O Suicídio

Suspiro. Milhares de dúvidas e emoções dos mais variados tipos correm pelo meu corpo e surgem como pinturas renascentistas em minha mente. Fecho bem os olhos e questiono: Será este o melhor caminho? Será iminente e sem escapatória? Ou será covardia e fuga dos problemas? Será fraqueza?

Olho ao meu redor. Nada. Vazio total. Ninguém aparece para impedir um ato como este. Nenhum herói colorido surge em sua glória das cinzas da solidão. Nenhum ser humano aparece em uma das janelas deste velho prédio abandonado e tenta me resgatar. Nenhum grande conselheiro corre em minha direção e puxa meu braço, contrariando minha vontade. Nenhum ombro amigo se sujeita a sentir meus desabafos. Não! Ninguém se importa. Sozinho entrei neste mundo, e sozinho hei de sair.

Desorientado, perdido, deprimido. Fecho os olhos, mais uma vez. O caminho em direção ao parapeito do prédio é longo. Ao andar, pensamentos confusos e reflexivos se mostram. Nunca pensei que recorreria a sair, assim. Nunca esta porta havia antes se aberto a mim. Porém, é a única que me apetece. Ela reluz e me atrai com uma sedução feminina que, em comparação ao indecoroso fardo que o destino pôs em minhas costas, é um aparente paraíso. Não aguento mais. É o meu futuro que está lá embaixo.
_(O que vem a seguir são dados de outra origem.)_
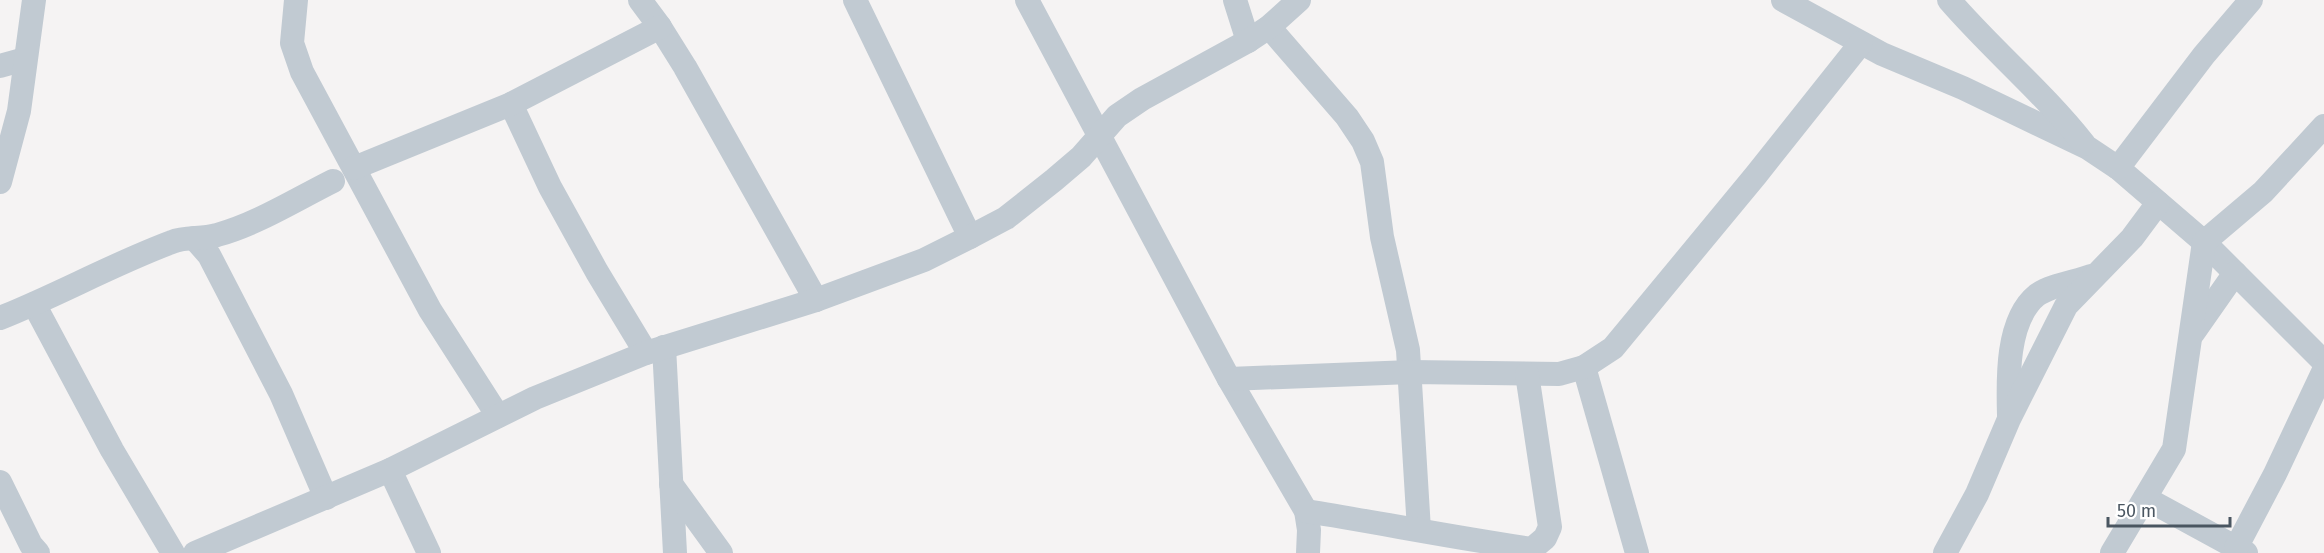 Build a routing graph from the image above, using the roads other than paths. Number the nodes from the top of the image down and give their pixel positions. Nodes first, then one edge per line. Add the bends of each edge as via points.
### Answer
1 (34, 0) edge
2 (296, 0) edge
3 (640, 0) edge
4 (855, 0) edge
5 (1027, 0) edge
6 (1235, 0) edge
7 (1299, 0) edge
8 (1783, 0) edge
9 (1949, 0) edge
10 (2251, 0) edge
11 (660, 27) junction
12 (1269, 27) junction
13 (1248, 41) junction
14 (1861, 43) junction
15 (25, 59) junction
16 (0, 66) edge
17 (511, 104) junction
18 (2324, 126) edge
19 (1098, 136) junction
20 (2088, 148) junction
21 (2118, 168) junction
22 (356, 170) junction
23 (0, 182) edge
24 (2158, 203) junction
25 (970, 237) junction
26 (2204, 242) junction
27 (206, 243) junction
28 (2235, 273) junction
29 (2096, 275) junction
30 (816, 300) junction
31 (34, 304) junction
32 (0, 318) edge
33 (2190, 337) junction
34 (655, 350) junction
35 (2324, 362) edge
36 (1584, 367) junction
37 (2324, 370) edge
38 (1411, 372) junction
39 (1527, 374) junction
40 (1229, 380) junction
41 (498, 416) junction
42 (2009, 419) junction
43 (390, 470) junction
44 (0, 482) edge
45 (671, 484) junction
46 (326, 498) junction
47 (2145, 498) junction
48 (1306, 511) junction
49 (1436, 539) edge
50 (32, 550) edge
51 (2241, 550) edge
52 (173, 553) edge
53 (195, 553) edge
54 (429, 553) edge
55 (675, 553) edge
56 (721, 553) edge
57 (1308, 553) edge
58 (1637, 553) edge
59 (1945, 553) edge
60 (2112, 553) edge

1 - 15 street
2 - 22 street via 292,44 302,72
3 - 11 street
4 - 25 street
5 - 19 street
6 - 13 street
7 - 12 street
8 - 14 street
9 - 20 street via 1973,29 2060,113
10 - 21 street
11 - 17 street
11 - 30 street
12 - 13 street
12 - 38 street via 1347,117 1372,162 1382,237
13 - 19 street via 1142,99 1117,116
14 - 20 street
14 - 36 street via 1613,348
15 - 16 street
15 - 23 street via 19,111
17 - 22 street
17 - 34 street via 550,187 597,272
18 - 26 street via 2263,192
19 - 25 street via 1081,157 1006,218
19 - 40 street
20 - 21 street
21 - 24 street
22 - 27 street
22 - 41 street via 430,310
24 - 26 street
24 - 29 street via 2132,238
25 - 30 street via 924,260
26 - 28 street
26 - 33 street
27 - 31 street via 174,241
27 - 46 street via 281,394
28 - 33 street
28 - 35 street
29 - 42 street via 2066,306
29 - 42 street via 2038,294 2025,309 2015,331 2008,376
30 - 34 street
31 - 32 street
31 - 52 street via 112,450
33 - 47 street via 2174,449
34 - 41 street
34 - 45 street
36 - 39 street via 1559,374
36 - 58 street
37 - 51 street
38 - 39 street
38 - 40 street
38 - 49 street
39 - 49 street via 1550,527 1545,538 1532,549
40 - 48 street
41 - 43 street
42 - 59 street via 1977,494
43 - 46 street
43 - 54 street
44 - 50 street
45 - 55 street
45 - 56 street
46 - 53 street
47 - 51 street
47 - 60 street
48 - 49 street
48 - 57 street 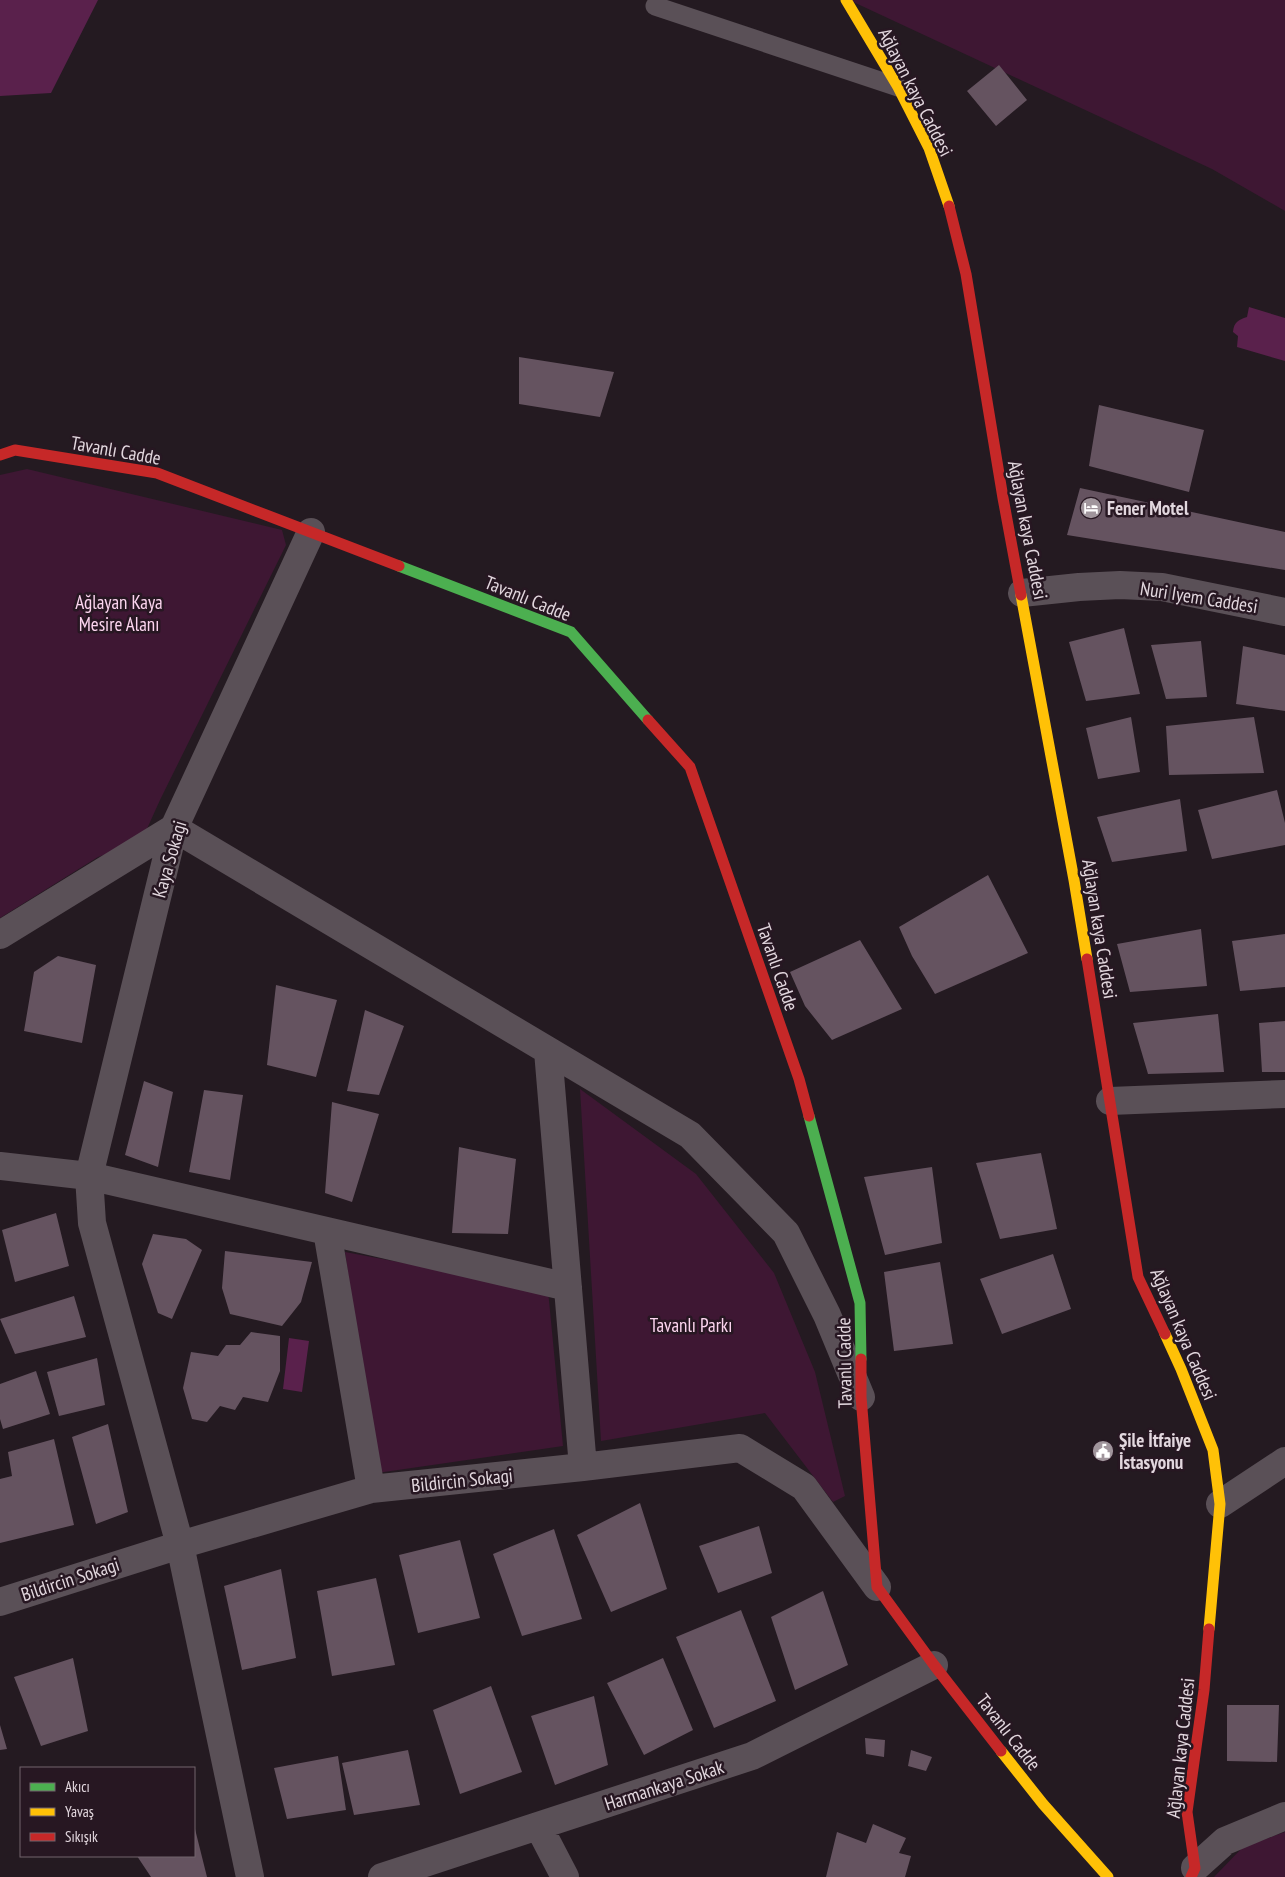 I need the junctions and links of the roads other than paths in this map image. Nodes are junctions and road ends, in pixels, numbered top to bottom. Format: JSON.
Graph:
{"nodes":[{"id":1,"x":846,"y":0,"type":"edge"},
{"id":2,"x":655,"y":6,"type":"dead end"},
{"id":3,"x":898,"y":87,"type":"junction"},
{"id":4,"x":0,"y":455,"type":"edge"},
{"id":5,"x":311,"y":532,"type":"junction"},
{"id":6,"x":1022,"y":593,"type":"junction"},
{"id":7,"x":1285,"y":612,"type":"edge"},
{"id":8,"x":174,"y":828,"type":"junction"},
{"id":9,"x":0,"y":935,"type":"edge"},
{"id":10,"x":548,"y":1051,"type":"junction"},
{"id":11,"x":1285,"y":1094,"type":"edge"},
{"id":12,"x":1110,"y":1101,"type":"junction"},
{"id":13,"x":0,"y":1166,"type":"edge"},
{"id":14,"x":89,"y":1176,"type":"junction"},
{"id":15,"x":327,"y":1231,"type":"junction"},
{"id":16,"x":568,"y":1287,"type":"junction"},
{"id":17,"x":861,"y":1397,"type":"junction"},
{"id":18,"x":1285,"y":1461,"type":"edge"},
{"id":19,"x":583,"y":1467,"type":"junction"},
{"id":20,"x":371,"y":1489,"type":"junction"},
{"id":21,"x":1220,"y":1504,"type":"junction"},
{"id":22,"x":180,"y":1544,"type":"junction"},
{"id":23,"x":877,"y":1586,"type":"junction"},
{"id":24,"x":0,"y":1602,"type":"edge"},
{"id":25,"x":934,"y":1665,"type":"junction"},
{"id":26,"x":1285,"y":1816,"type":"edge"},
{"id":27,"x":538,"y":1827,"type":"junction"},
{"id":28,"x":1193,"y":1872,"type":"edge"},
{"id":29,"x":250,"y":1877,"type":"edge"},
{"id":30,"x":382,"y":1877,"type":"edge"},
{"id":31,"x":565,"y":1877,"type":"edge"},
{"id":32,"x":1108,"y":1877,"type":"edge"}],
"edges":[{"from":1,"to":3,"type":"street","name":"Ağlayan kaya Caddesi"},
{"from":2,"to":3,"type":"lane"},
{"from":3,"to":6,"type":"street","name":"Ağlayan kaya Caddesi"},
{"from":4,"to":5,"type":"street","name":"Tavanlı Cadde"},
{"from":5,"to":8,"type":"street","name":"Kaya Sokagi"},
{"from":5,"to":17,"type":"street","name":"Tavanlı Cadde"},
{"from":6,"to":7,"type":"street","name":"Nuri Iyem Caddesi"},
{"from":6,"to":12,"type":"street","name":"Ağlayan kaya Caddesi"},
{"from":8,"to":9,"type":"street"},
{"from":8,"to":10,"type":"street"},
{"from":8,"to":14,"type":"street","name":"Kaya Sokagi"},
{"from":10,"to":16,"type":"street"},
{"from":10,"to":17,"type":"street"},
{"from":11,"to":12,"type":"street"},
{"from":12,"to":21,"type":"street","name":"Ağlayan kaya Caddesi"},
{"from":13,"to":14,"type":"street"},
{"from":14,"to":15,"type":"street"},
{"from":14,"to":22,"type":"street","name":"Kaya Sokagi"},
{"from":15,"to":16,"type":"street"},
{"from":15,"to":20,"type":"street"},
{"from":16,"to":19,"type":"street"},
{"from":17,"to":23,"type":"street","name":"Tavanlı Cadde"},
{"from":18,"to":21,"type":"street"},
{"from":19,"to":20,"type":"street","name":"Bildircin Sokagi"},
{"from":19,"to":23,"type":"street","name":"Bildircin Sokagi"},
{"from":20,"to":22,"type":"street","name":"Bildircin Sokagi"},
{"from":21,"to":28,"type":"street","name":"Ağlayan kaya Caddesi"},
{"from":22,"to":24,"type":"street","name":"Bildircin Sokagi"},
{"from":22,"to":29,"type":"street","name":"Kaya Sokagi"},
{"from":23,"to":25,"type":"street","name":"Tavanlı Cadde"},
{"from":25,"to":27,"type":"street","name":"Harmankaya Sokak"},
{"from":25,"to":32,"type":"street","name":"Tavanlı Cadde"},
{"from":26,"to":28,"type":"street"},
{"from":27,"to":30,"type":"street","name":"Harmankaya Sokak"},
{"from":27,"to":31,"type":"street"}]} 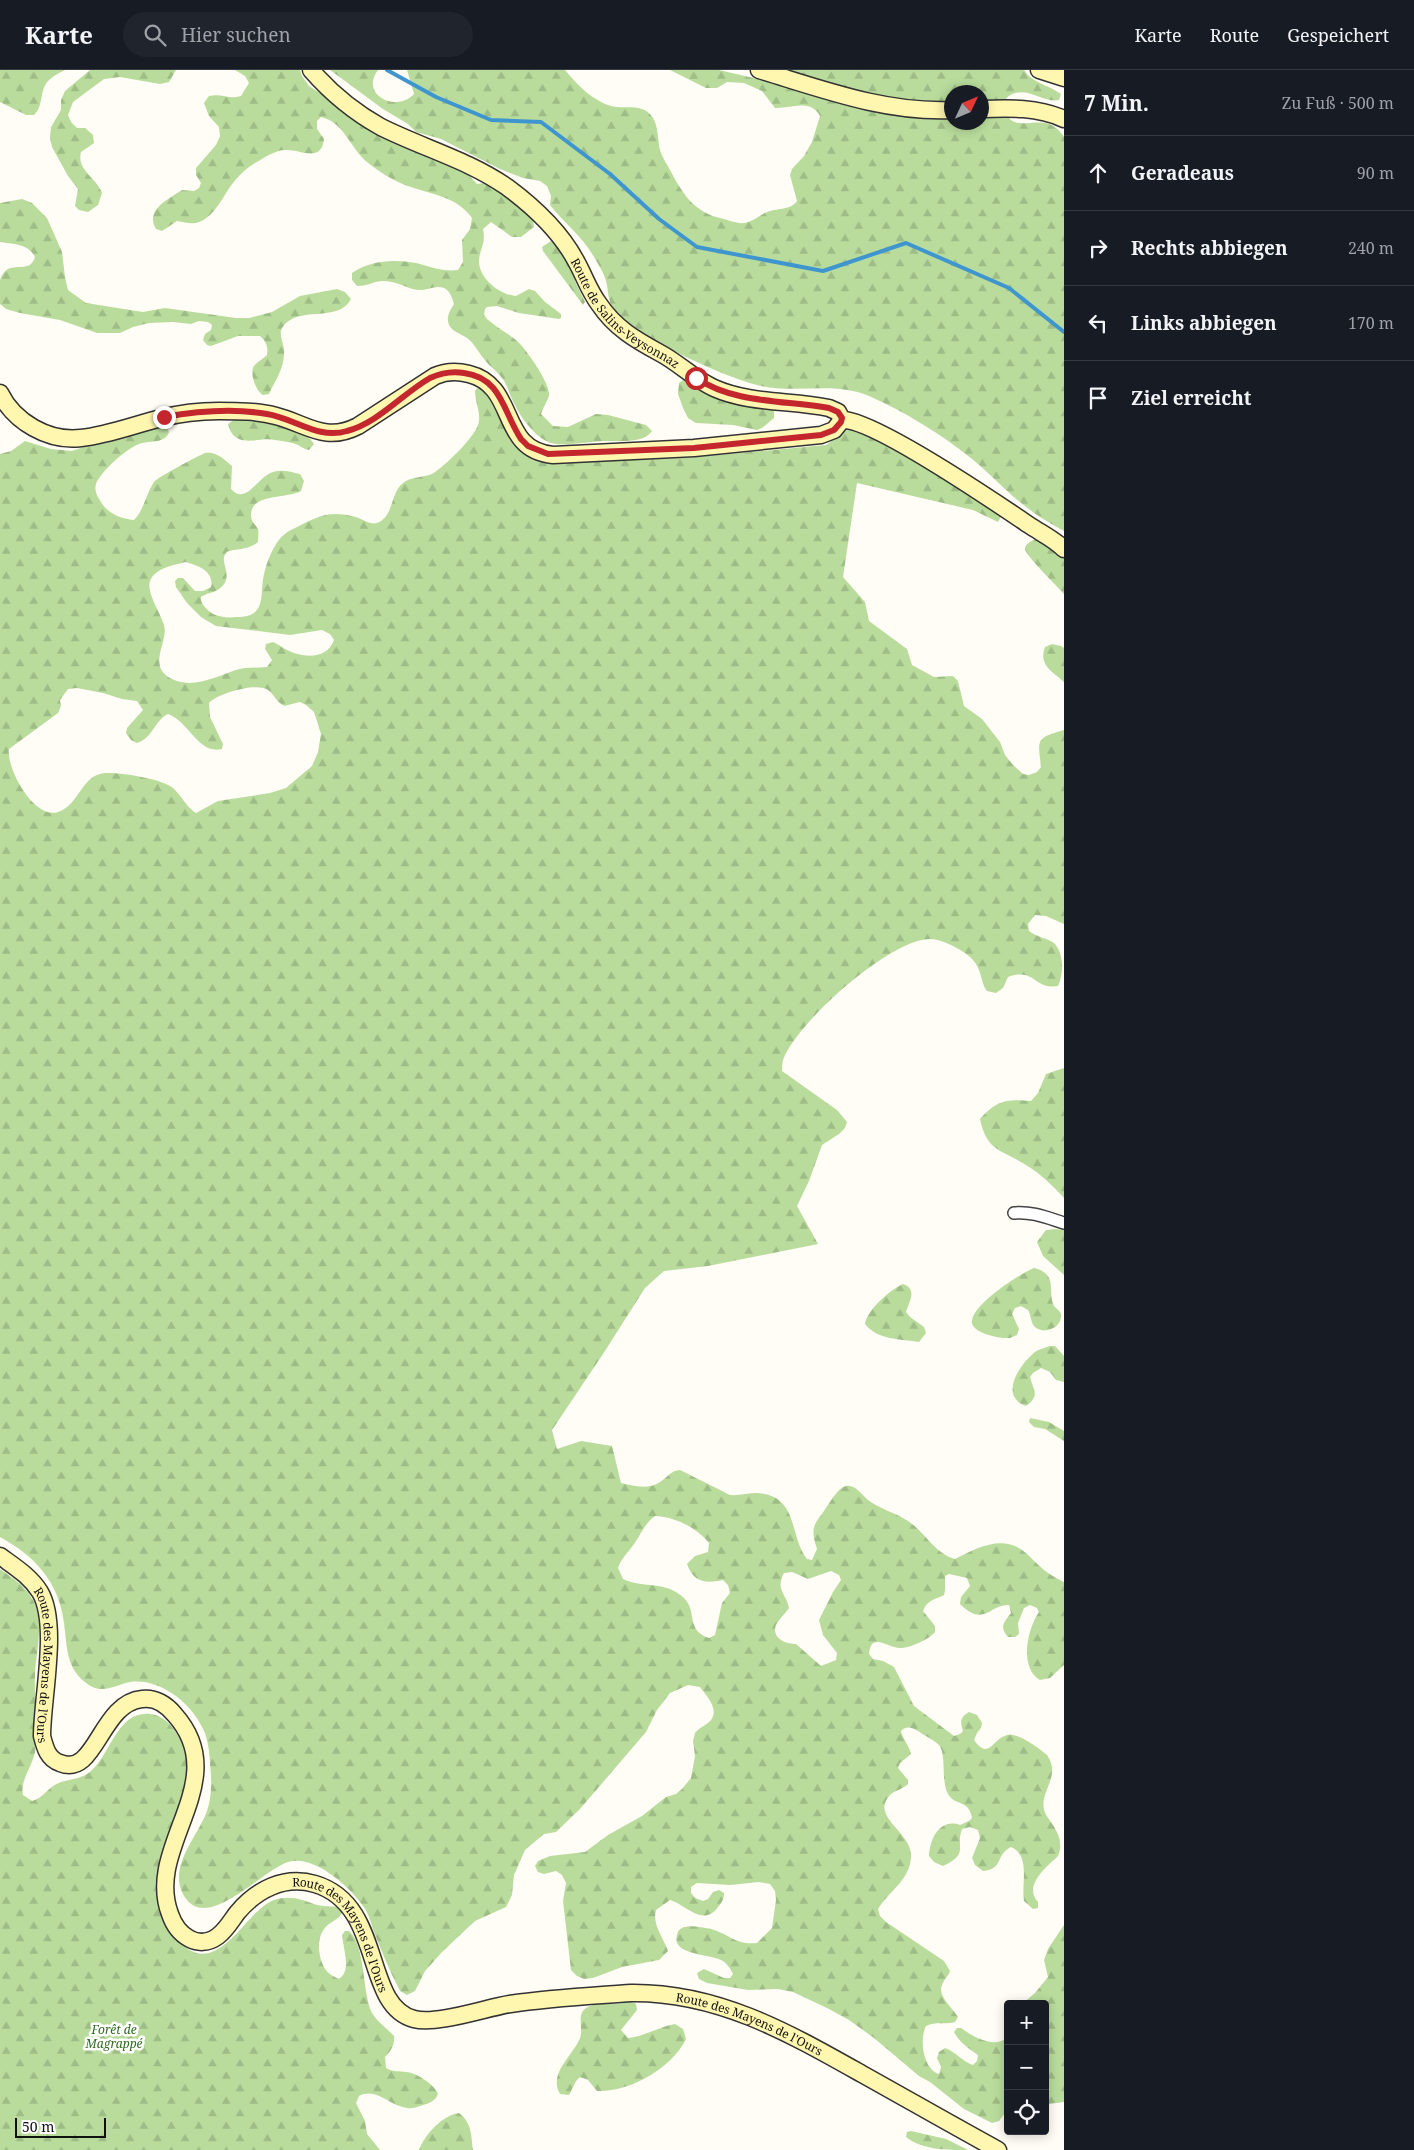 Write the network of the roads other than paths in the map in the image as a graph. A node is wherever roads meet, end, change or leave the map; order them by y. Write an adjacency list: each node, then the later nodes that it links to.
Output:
1 (311, 70): 9 (street, Route de Salins-Veysonnaz)
2 (759, 70): 6 (street)
3 (1039, 70): 4 (street)
4 (1064, 78)
5 (989, 109): 7 (street)
6 (944, 110)
7 (1064, 119)
8 (0, 393): 9 (street)
9 (842, 420): 10 (street, Route de Salins-Veysonnaz)
10 (1064, 549)
11 (1014, 1213): 12 (street)
12 (1064, 1223)
13 (0, 1556): 14 (street, Route des Mayens de l'Ours)
14 (998, 2150)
Sento-me. Preciso sentir a vida. Não posso mais suportar a agonia de meus atos. Ainda de olhos fechados sinto o grosseiro concreto que cobre este prédio de oito andares por entre meus dedos. Este, que já foi um belo e luxuoso prédio comercial não passa hoje de um abandonado centro de obscenidades e criminalidades. Algo extremamente familiar aquece minha cabeça e meu coração. Sim, eu sou este prédio. Arruinado, destroçado, dilacerado. Não há mais vivacidade por aqui. Tudo se arrasta. E o mundo só cultiva a indiferença. Uma indiferença mortal. Uma indiferença alheia a qualquer sentimento. Mesmo assim, me surge uma ponta de arrependimento no meio da indiferença, um feixe de luz na escuridão, como uma semente que começa a brotar entre os espinhos. Reconstrução? Tarde demais. Logo, logo, os espinhos sufocarão a semente. Qualquer esperança que seja veio tardiamente. Perdi tudo, e nada voltará.

É agora, penso comigo mesmo. E levanto, de olhos abertos, mirando o negro e enfumaçado céu noturno. Suspiro. É agora. Suspiro. Quando de repente ouço um grito de mulher. E muitas vozes se aglomeram. Uma multidão a gritar, a gemer, a chorar. Vieram me buscar, pensei eu. Afinal, alguém parece se importar. Eu estava enganado. Enfim, a semente pode brotar mesmo entre os espinhos. Creio que um sorriso começou a crescer em meu rosto. Porém, para o meu estranhamento, não havia ninguém ali por perto. Nada. E ouvia mais e mais gritos.

Andei em direção ao parapeito do térreo em que estava. E notei que os gritos vinham lá de baixo. Sim, de lá. E havia realmente um caos instaurado. Mas não olhavam para cima, para mim, não se importavam para o vazio que aqui havia. Olhavam para algo no chão, algo que eu não conseguia distinguir pelo aglomerado que o encobria. Até que se espalharam e pude ver. Empalideci por completo. Um sentimento gelado subiu pela minha espinha. E isso fez jus ao que sou hoje. Isso explicou tudo o que me tornei. Explicou o meu fazer antes de pensar, explicou minha ruína. Explicou toda minha destruição. Entrei em choque. Involuntariamente, pus a mão na cabeça. E notei o que tinha nas mãos: Sangue, sangue, e mais sangue. Sim, agora eu vejo. Agora eu compreendo. É o meu passado que está lá embaixo.